„Masterplan Wasser“ vorgestellt: Vorsicht bei zu viel Durst

Noch deckt Berlin seinen Wasserbedarf problemlos selbst – aber Klimawandel und Bevölkerungswachstum drohen. Ein Masterplan soll Problemen vorbeugen.

Wassser läuft in einen Gulli

Wasser weg? Was in der Kanalisation veschwindet, kommt dem Grundwasser nicht zugute Foto: dpa

BERLIN taz | In den 1990er Jahren hingen sie fast in jedem U-Bahn-Wagen: Aufrufe, sparsam mit Trinkwasser umzugehen. Die flüssige Ressource, so hieß es beispielsweise, sei viel zu kostbar, um einen Kasten Bier unterm aufgedrehten Hahn zu kühlen. Tatsächlich ging der Verbrauch in den folgenden Jahren deutlich zurück, bis hin zum dem Punkt, dass die Wasserbetriebe Probleme mit Sedimenten in den Leitungen bekamen.

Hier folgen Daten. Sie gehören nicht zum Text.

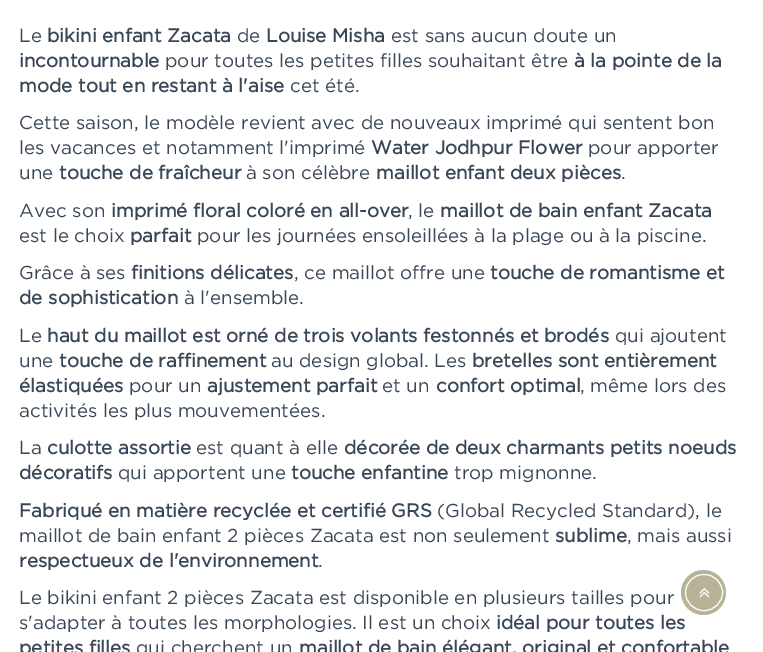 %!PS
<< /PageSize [763 652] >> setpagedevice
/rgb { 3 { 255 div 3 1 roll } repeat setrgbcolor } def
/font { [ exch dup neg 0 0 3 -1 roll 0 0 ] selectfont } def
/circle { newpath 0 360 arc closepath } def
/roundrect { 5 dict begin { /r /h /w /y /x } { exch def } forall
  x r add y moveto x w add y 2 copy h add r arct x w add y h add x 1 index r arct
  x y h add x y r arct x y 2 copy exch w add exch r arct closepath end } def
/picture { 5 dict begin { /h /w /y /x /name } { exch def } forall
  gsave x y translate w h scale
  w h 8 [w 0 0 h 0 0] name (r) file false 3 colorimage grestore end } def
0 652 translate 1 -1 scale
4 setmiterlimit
255 255 255 rgb
0 0 763 652 rectfill
182 179 151 rgb
703.5 592.5 22.5 circle fill
255 255 255 rgb
685.5 574.5 37 36 18 roundrect stroke
(img/1.rgb) 699 588 11 10 picture
/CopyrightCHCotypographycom-Light 18.75 font
56 70 85 rgb
19 42 moveto (Le) show
/CopyrightCHCotypographycom-Bold 18.75 font
47 42 moveto (bikini enfant Zacata) show
/CopyrightCHCotypographycom-Light 18.75 font
237 42 moveto (de) show
/CopyrightCHCotypographycom-Bold 18.75 font
266 42 moveto (Louise Misha) show
/CopyrightCHCotypographycom-Light 18.75 font
391 42 moveto (est sans aucun doute un) show
/CopyrightCHCotypographycom-Bold 18.75 font
19 67 moveto (incontournable) show
/CopyrightCHCotypographycom-Light 18.75 font
165 67 moveto (pour toutes les petites filles souhaitant être) show
/CopyrightCHCotypographycom-Bold 18.75 font
574 67 moveto (à la pointe de la) show
19 92 moveto (mode tout en restant à l'aise) show
/CopyrightCHCotypographycom-Light 18.75 font
[
  [(cet été.) 290 92]
  [(Cette saison, le modèle revient avec de nouveaux imprimé qui sentent bon) 19 129]
  [(les vacances et notamment l'imprimé) 19 154]
] { aload pop moveto show } forall
/CopyrightCHCotypographycom-Bold 18.75 font
371 154 moveto (Water Jodhpur Flower) show
/CopyrightCHCotypographycom-Light 18.75 font
588 154 moveto (pour apporter) show
19 179 moveto (une) show
/CopyrightCHCotypographycom-Bold 18.75 font
59 179 moveto (touche de fraîcheur) show
/CopyrightCHCotypographycom-Light 18.75 font
246 179 moveto (à son célèbre) show
/CopyrightCHCotypographycom-Bold 18.75 font
376 179 moveto (maillot enfant deux pièces) show
/CopyrightCHCotypographycom-Light 18.75 font
621 179 moveto (.) show
19 217 moveto (Avec son) show
/CopyrightCHCotypographycom-Bold 18.75 font
111 217 moveto (imprimé floral coloré en all-over) show
/CopyrightCHCotypographycom-Light 18.75 font
408 217 moveto (, le) show
/CopyrightCHCotypographycom-Bold 18.75 font
440 217 moveto (maillot de bain enfant Zacata) show
/CopyrightCHCotypographycom-Light 18.75 font
19 242 moveto (est le choix) show
/CopyrightCHCotypographycom-Bold 18.75 font
130 242 moveto (parfait) show
/CopyrightCHCotypographycom-Light 18.75 font
197 242 moveto (pour les journées ensoleillées à la plage ou à la piscine.) show
19 279 moveto (Grâce à ses) show
/CopyrightCHCotypographycom-Bold 18.75 font
131 279 moveto (finitions délicates) show
/CopyrightCHCotypographycom-Light 18.75 font
294 279 moveto (, ce maillot offre une) show
/CopyrightCHCotypographycom-Bold 18.75 font
490 279 moveto (touche de romantisme et) show
19 304 moveto (de sophistication) show
/CopyrightCHCotypographycom-Light 18.75 font
184 304 moveto (à l'ensemble.) show
19 342 moveto (Le) show
/CopyrightCHCotypographycom-Bold 18.75 font
47 342 moveto (haut du maillot est orné de trois volants festonnés et brodés) show
/CopyrightCHCotypographycom-Light 18.75 font
615 342 moveto (qui ajoutent) show
19 367 moveto (une) show
/CopyrightCHCotypographycom-Bold 18.75 font
59 367 moveto (touche de raffinement) show
/CopyrightCHCotypographycom-Light 18.75 font
271 367 moveto (au design global. Les) show
/CopyrightCHCotypographycom-Bold 18.75 font
472 367 moveto (bretelles sont entièrement) show
19 392 moveto (élastiquées) show
/CopyrightCHCotypographycom-Light 18.75 font
129 392 moveto (pour un) show
/CopyrightCHCotypographycom-Bold 18.75 font
207 392 moveto (ajustement parfait) show
/CopyrightCHCotypographycom-Light 18.75 font
382 392 moveto (et un) show
/CopyrightCHCotypographycom-Bold 18.75 font
436 392 moveto (confort optimal) show
/CopyrightCHCotypographycom-Light 18.75 font
[
  [(, même lors des) 580 392]
  [(activités les plus mouvementées.) 19 417]
  [(La) 19 454]
] { aload pop moveto show } forall
/CopyrightCHCotypographycom-Bold 18.75 font
47 454 moveto (culotte assortie) show
/CopyrightCHCotypographycom-Light 18.75 font
196 454 moveto (est quant à elle) show
/CopyrightCHCotypographycom-Bold 18.75 font
344 454 moveto (décorée de deux charmants petits noeuds) show
19 479 moveto (décoratifs) show
/CopyrightCHCotypographycom-Light 18.75 font
118 479 moveto (qui apportent une) show
/CopyrightCHCotypographycom-Bold 18.75 font
291 479 moveto (touche enfantine) show
/CopyrightCHCotypographycom-Light 18.75 font
454 479 moveto (trop mignonne.) show
/CopyrightCHCotypographycom-Bold 18.75 font
19 517 moveto (Fabriqué en matière recyclée et certifié GRS) show
/CopyrightCHCotypographycom-Light 18.75 font
437 517 moveto (\(Global Recycled Standard\), le) show
19 542 moveto (maillot de bain enfant 2 pièces Zacata est non seulement) show
/CopyrightCHCotypographycom-Bold 18.75 font
555 542 moveto (sublime) show
/CopyrightCHCotypographycom-Light 18.75 font
627 542 moveto (, mais aussi) show
/CopyrightCHCotypographycom-Bold 18.75 font
19 567 moveto (respectueux de l'environnement) show
/CopyrightCHCotypographycom-Light 18.75 font
[
  [(.) 318 567]
  [(Le bikini enfant 2 pièces Zacata est disponible en plusieurs tailles pour) 19 604]
  [(s'adapter à toutes les morphologies. Il est un choix) 19 629]
] { aload pop moveto show } forall
/CopyrightCHCotypographycom-Bold 18.75 font
496 629 moveto (idéal pour toutes les) show
19 654 moveto (petites filles) show
/CopyrightCHCotypographycom-Light 18.75 font
136 654 moveto (qui cherchent un) show
/CopyrightCHCotypographycom-Bold 18.75 font
299 654 moveto (maillot de bain élégant, original et confortable) show
showpage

In absehbarer Zukunft könnten solche Kampagnen eine Renaissance erleben: Laut Umwelt-Staatssekretär Stefan Tidow sieht sich Berlin großen Unsicherheiten bei der Wasserversorgung gegenüber, die aus dem Klimawandel, aber auch aus dem Bevölkerungwachstum in der Hauptstadt herrühren. Ein „Masterplan Wasser“ ist nun in Vorbereitung, um für alle Eventualitäten gewappnet zu sein.

Dabei handelt es sich, wie Tidow am Mittwoch gegenüber der Presse erläuterte, weniger um ein fixes Planwerk als um einen dynamischen Prozess: Es geht um die Weiterentwicklung von „Strategien und Maßnahmen“, wie Trinkwasserversorgung, Abwasserentsorgung, aber auch der Gewässerschutz gewährleistet werden kann – selbst unter ungünstigsten Rahmenbedingungen.

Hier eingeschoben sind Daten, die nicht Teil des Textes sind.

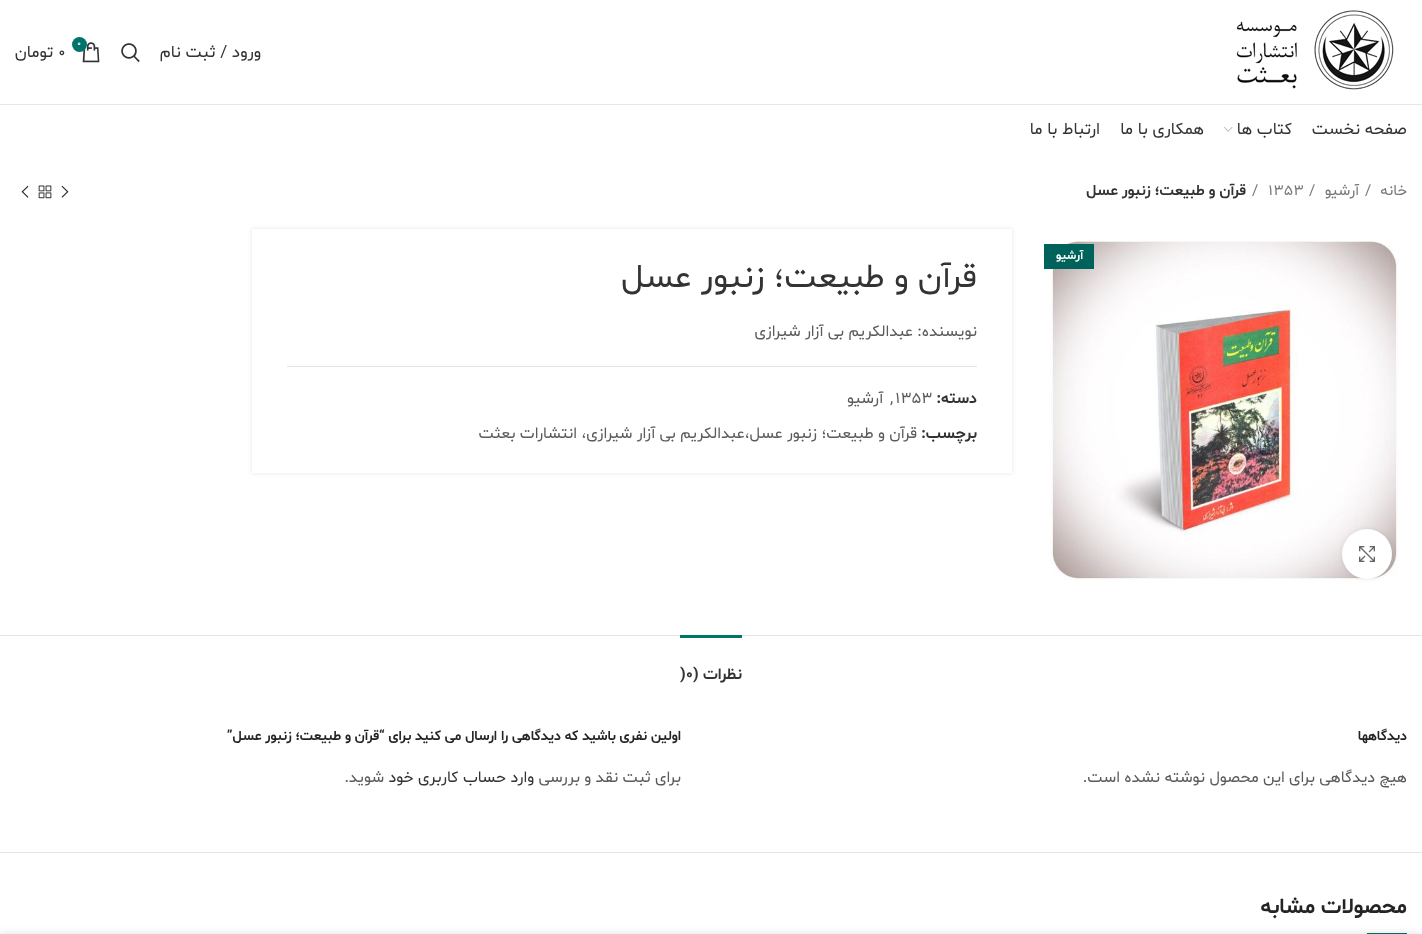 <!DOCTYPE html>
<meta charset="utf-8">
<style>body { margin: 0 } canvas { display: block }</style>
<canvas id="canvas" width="1422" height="934"></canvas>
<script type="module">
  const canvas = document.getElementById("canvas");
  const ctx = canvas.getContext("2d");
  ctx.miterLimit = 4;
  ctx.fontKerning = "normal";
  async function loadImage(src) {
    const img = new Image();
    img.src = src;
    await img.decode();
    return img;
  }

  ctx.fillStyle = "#ffffff";
  ctx.fillRect(0, 0, 1422, 934);
  ctx.fillStyle = "#e6e6e6";
  ctx.fillRect(0, 104, 1422, 1);
  ctx.drawImage(await loadImage("img1.png"), 1236, 10, 158, 80);
  ctx.direction = "rtl";
  ctx.font = "17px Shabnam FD";
  ctx.fillStyle = "#333333";
  ctx.fillText("ورود / ثبت نام", 261, 57);
  ctx.drawImage(await loadImage("img2.png"), 121, 43, 19, 20);
  ctx.drawImage(await loadImage("img3.png"), 82, 42, 18, 21);
  ctx.fillStyle = "#00746b";
  ctx.beginPath();
  ctx.arc(79.5, 44.5, 7.5, 0, Math.PI * 2);
  ctx.fill();
  ctx.direction = "ltr";
  ctx.font = "9px Shabnam FD";
  ctx.fillStyle = "#ffffff";
  ctx.fillText("0", 77, 46);
  ctx.font = "17px Shabnam FD";
  ctx.fillStyle = "#333333";
  ctx.fillText("۰", 58, 57);
  ctx.direction = "rtl";
  ctx.fillText("تومان", 53, 57);
  ctx.fillText("صفحه نخست", 1407, 134);
  ctx.fillText("کتاب ها", 1292, 134);
  ctx.drawImage(await loadImage("img4.png"), 1224, 127, 9, 5);
  ctx.fillText("همکاری با ما", 1204, 134);
  ctx.fillText("ارتباط با ما", 1100, 134);
  ctx.font = "15.25px Shabnam FD";
  ctx.fillStyle = "#777777";
  ctx.fillText("خانه", 1407, 195);
  ctx.direction = "ltr";
  ctx.fillText("/", 1365, 195);
  ctx.direction = "rtl";
  ctx.fillText("آرشیو", 1359, 195);
  ctx.direction = "ltr";
  ctx.fillText("/", 1309, 195);
  ctx.fillText("1353", 1268, 195);
  ctx.fillText("/", 1252, 195);
  ctx.direction = "rtl";
  ctx.font = "bold 15.25px Shabnam FD";
  ctx.fillStyle = "#333333";
  ctx.fillText("قرآن و طبیعت؛ زنبور عسل", 1246, 195);
  ctx.drawImage(await loadImage("img5.png"), 61, 185, 8, 13);
  ctx.drawImage(await loadImage("img6.png"), 38, 185, 14, 14);
  ctx.drawImage(await loadImage("img7.png"), 21, 185, 8, 13);
  ctx.drawImage(await loadImage("img8.png"), 1050, 241, 349, 339);
  ctx.fillStyle = "#00635b";
  ctx.fillRect(1044, 244, 50, 25);
  ctx.font = "bold 12px Shabnam FD";
  ctx.fillStyle = "#ffffff";
  ctx.fillText("آرشیو", 1083, 259);
  ctx.fillStyle = "rgba(0, 0, 0, 0.08)";
  ctx.filter = "blur(2.5px)";
  ctx.beginPath();
  ctx.roundRect(1342, 529, 50, 50, 25);
  ctx.fill();
  ctx.filter = "none";
  ctx.fillStyle = "#ffffff";
  ctx.beginPath();
  ctx.arc(1367, 554, 25, 0, Math.PI * 2);
  ctx.fill();
  ctx.drawImage(await loadImage("img9.png"), 1359, 546, 16, 16);
  ctx.save();
  ctx.beginPath();
  ctx.moveTo(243, 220);
  ctx.lineTo(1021, 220);
  ctx.lineTo(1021, 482);
  ctx.lineTo(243, 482);
  ctx.closePath();
  ctx.moveTo(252, 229);
  ctx.lineTo(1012, 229);
  ctx.lineTo(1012, 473);
  ctx.lineTo(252, 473);
  ctx.closePath();
  ctx.clip("evenodd");
  ctx.fillStyle = "rgba(0, 0, 0, 0.1)";
  ctx.filter = "blur(2.5px)";
  ctx.beginPath();
  ctx.rect(252, 229, 760, 244);
  ctx.fill();
  ctx.filter = "none";
  ctx.restore();
  ctx.font = "34px Shabnam FD";
  ctx.fillStyle = "#333333";
  ctx.fillText("قرآن و طبیعت؛ زنبور عسل", 977, 287);
  ctx.font = "16px Shabnam FD";
  ctx.fillStyle = "#5b5b5b";
  ctx.fillText("نویسنده: عبدالکریم بی آزار شیرازی", 977, 336);
  ctx.fillStyle = "#e4e4e4";
  ctx.fillRect(287, 366, 690, 1);
  ctx.font = "bold 16px Shabnam FD";
  ctx.fillStyle = "#333333";
  ctx.fillText("دسته:", 977, 403);
  ctx.direction = "ltr";
  ctx.font = "16px Shabnam FD";
  ctx.fillStyle = "#5b5b5b";
  ctx.fillText("1353", 895, 403);
  ctx.direction = "rtl";
  ctx.fillText("آرشیو", 883, 403);
  ctx.direction = "ltr";
  ctx.fillText(",", 890, 403);
  ctx.direction = "rtl";
  ctx.font = "bold 16px Shabnam FD";
  ctx.fillStyle = "#333333";
  ctx.fillText("برچسب:", 977, 438);
  ctx.font = "16px Shabnam FD";
  ctx.fillStyle = "#5b5b5b";
  ctx.fillText("قرآن و طبیعت؛ زنبور عسل،عبدالکریم بی آزار شیرازی، انتشارات بعثت", 917, 438);
  ctx.fillStyle = "#e4e4e4";
  ctx.fillRect(0, 635, 1422, 1);
  ctx.fillRect(0, 852, 1422, 1);
  ctx.fillStyle = "#00746b";
  ctx.fillRect(680, 635, 62, 3);
  ctx.font = "bold 16px Shabnam FD";
  ctx.fillStyle = "#333333";
  ctx.fillText("نظرات (", 742, 679);
  ctx.direction = "ltr";
  ctx.fillText(")0", 680, 679);
  ctx.direction = "rtl";
  ctx.font = "bold 14px Shabnam FD";
  ctx.fillStyle = "#242424";
  ctx.fillText("دیدگاهها", 1407, 740);
  ctx.font = "16px Shabnam FD";
  ctx.fillStyle = "#5b5b5b";
  ctx.fillText("هیچ دیدگاهی برای این محصول نوشته نشده است.", 1407, 782);
  ctx.font = "bold 14px Shabnam FD";
  ctx.fillStyle = "#242424";
  ctx.fillText("اولین نفری باشید که دیدگاهی را ارسال می کنید برای “قرآن و طبیعت؛ زنبور عسل”", 681, 740);
  ctx.font = "16px Shabnam FD";
  ctx.fillStyle = "#5b5b5b";
  ctx.fillText("برای ثبت نقد و بررسی", 681, 782);
  ctx.fillStyle = "#333333";
  ctx.fillText("وارد حساب کاربری خود", 534, 782);
  ctx.fillStyle = "#5b5b5b";
  ctx.fillText("شوید.", 384, 782);
  ctx.font = "bold 22px Shabnam FD";
  ctx.fillStyle = "#242424";
  ctx.fillText("محصولات مشابه", 1407, 913);
  ctx.fillStyle = "#00746b";
  ctx.fillRect(1367, 933, 40, 1);
  ctx.fillStyle = "rgba(0, 0, 0, 0.12)";
  ctx.filter = "blur(4.5px)";
  ctx.beginPath();
  ctx.rect(0, 934, 1422, 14);
  ctx.fill();
  ctx.filter = "none";
</script>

Die versucht die Umweltverwaltung in unterschiedliche Szenarien zu fassen. Das dramatischste ist dabei ein Rückgang des Wasserzustroms aus Brandenburg um 75 Prozent, während sich die Berliner Bevölkerung auf die 4-Millionen-Grenze zubewegt.

Sich darauf festlegen, dass es mit Dürre und Hitze so weitergeht wie zuletzt, möchte die Umweltverwaltung dabei nicht: Dazu sei der Klimawandel zu komplex. „Wir wollen uns auch nicht über Spekulationen in Aufregung versetzen“, so Tidow, „aber wenn dann klar wird, wie es sich entwickelt, wollen wir Handlungsstrategien vorbereitet haben.“

Denn das Privileg, das Berlin genießt – es kann seinen gesamten Wasserbedarf selbst fördern –, gerät ins Wanken, wenn ausbleibende Niederschläge und stärkere Verdunstung mit dem Wasserdurst der ehemaligen Braunkohletagebaue zusammenkommen. 60 Prozent des Berliner Trinkwassers wird aus sogenanntem Uferfiltrat gewonnen, also versickerndem Fluss- bzw. Seenwasser.

Mehr Grundwasserförderung ist keine Lösung, im Gegenteil: Schon heute, so Tidow, förderten die Berliner Wasserwerke etwas mehr aus tieferen Schichten, als neu gebildet werde. Diese Übernutzung von rund 2 Prozent senke tendenziell den Grundwasserspiegel. „Kein Grund für Panik“, meint Tidow, trotzdem sei die Situation nicht unbedenklich.

Teil des Masterplans, der erstmalig im Herbst dem Senat vorgelegt werden soll, ist darum die Reaktivierung von Wasserwerken, um die Förderung gleichmäßiger zu verteilen. Konkret handelt sich um die Standorte Johannisthal und Jungfernheide, die gerade aufgrund des gesunkenen Trinkwasser-Dursts stillgelegt worden waren.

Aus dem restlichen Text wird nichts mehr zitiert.